> Saved entries
--------
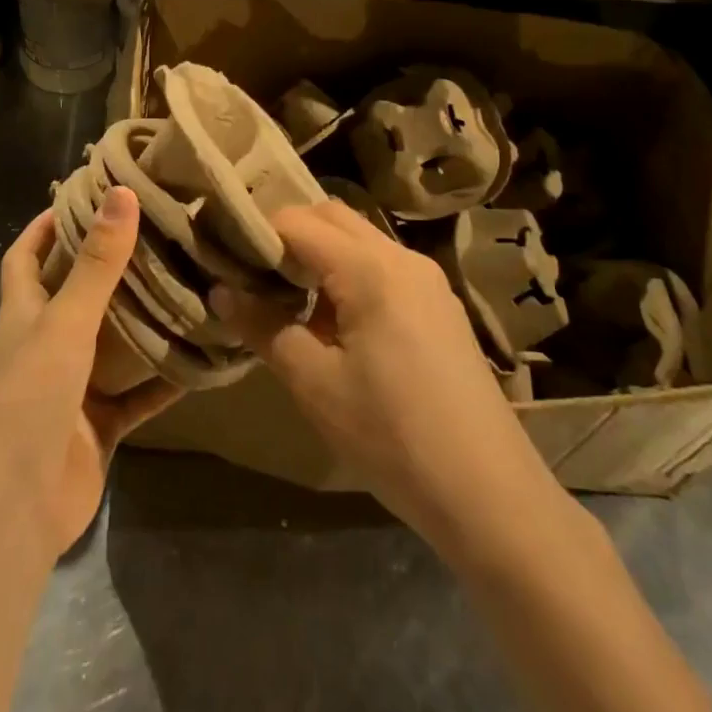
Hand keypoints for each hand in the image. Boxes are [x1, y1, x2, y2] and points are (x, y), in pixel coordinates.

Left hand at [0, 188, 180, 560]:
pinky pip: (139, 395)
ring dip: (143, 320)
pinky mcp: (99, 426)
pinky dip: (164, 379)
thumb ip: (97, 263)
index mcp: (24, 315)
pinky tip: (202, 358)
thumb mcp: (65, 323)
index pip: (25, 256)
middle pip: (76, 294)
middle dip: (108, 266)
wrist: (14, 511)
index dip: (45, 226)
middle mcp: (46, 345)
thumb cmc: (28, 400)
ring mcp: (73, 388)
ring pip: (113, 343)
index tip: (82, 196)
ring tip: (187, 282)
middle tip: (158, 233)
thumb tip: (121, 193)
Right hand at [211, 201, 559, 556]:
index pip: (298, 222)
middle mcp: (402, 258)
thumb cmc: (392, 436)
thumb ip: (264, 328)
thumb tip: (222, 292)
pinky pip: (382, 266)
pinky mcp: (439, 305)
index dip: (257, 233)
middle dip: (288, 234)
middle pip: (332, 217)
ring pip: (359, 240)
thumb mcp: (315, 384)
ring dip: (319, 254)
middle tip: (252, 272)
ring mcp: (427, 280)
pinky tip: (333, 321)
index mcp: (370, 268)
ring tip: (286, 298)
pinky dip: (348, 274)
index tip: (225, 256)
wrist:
--------
> WORK REQUIRED
Restate it all word for word: every record, no pictures.

> ANSWER TO THIS EXERCISE
Hand keypoints for each hand in the image. Boxes are [x1, y1, x2, y2] and points are (x, y), in pixel coordinates.

Left hand at [0, 188, 180, 560]:
pinky pip: (139, 395)
ring dip: (143, 320)
pinky mcp: (99, 426)
pinky dip: (164, 379)
thumb ip: (97, 263)
index mcp: (24, 315)
pinky tip: (202, 358)
thumb mcp: (65, 323)
index pip: (25, 256)
middle pip: (76, 294)
middle dip: (108, 266)
wrist: (14, 511)
index dip: (45, 226)
middle mcp: (46, 345)
thumb cmc: (28, 400)
ring mcp: (73, 388)
ring pip: (113, 343)
index tip: (82, 196)
ring tip: (187, 282)
middle tip: (158, 233)
thumb tip: (121, 193)
Right hand at [211, 201, 559, 556]:
index pip: (298, 222)
middle mcp: (402, 258)
thumb cmc: (392, 436)
thumb ip: (264, 328)
thumb tip: (222, 292)
pinky pip: (382, 266)
pinky mcp: (439, 305)
index dip: (257, 233)
middle dip: (288, 234)
middle pip: (332, 217)
ring pip: (359, 240)
thumb mcp: (315, 384)
ring dip: (319, 254)
middle tip: (252, 272)
ring mcp: (427, 280)
pinky tip: (333, 321)
index mcp: (370, 268)
ring tip: (286, 298)
pinky dip: (348, 274)
index tip: (225, 256)
wrist:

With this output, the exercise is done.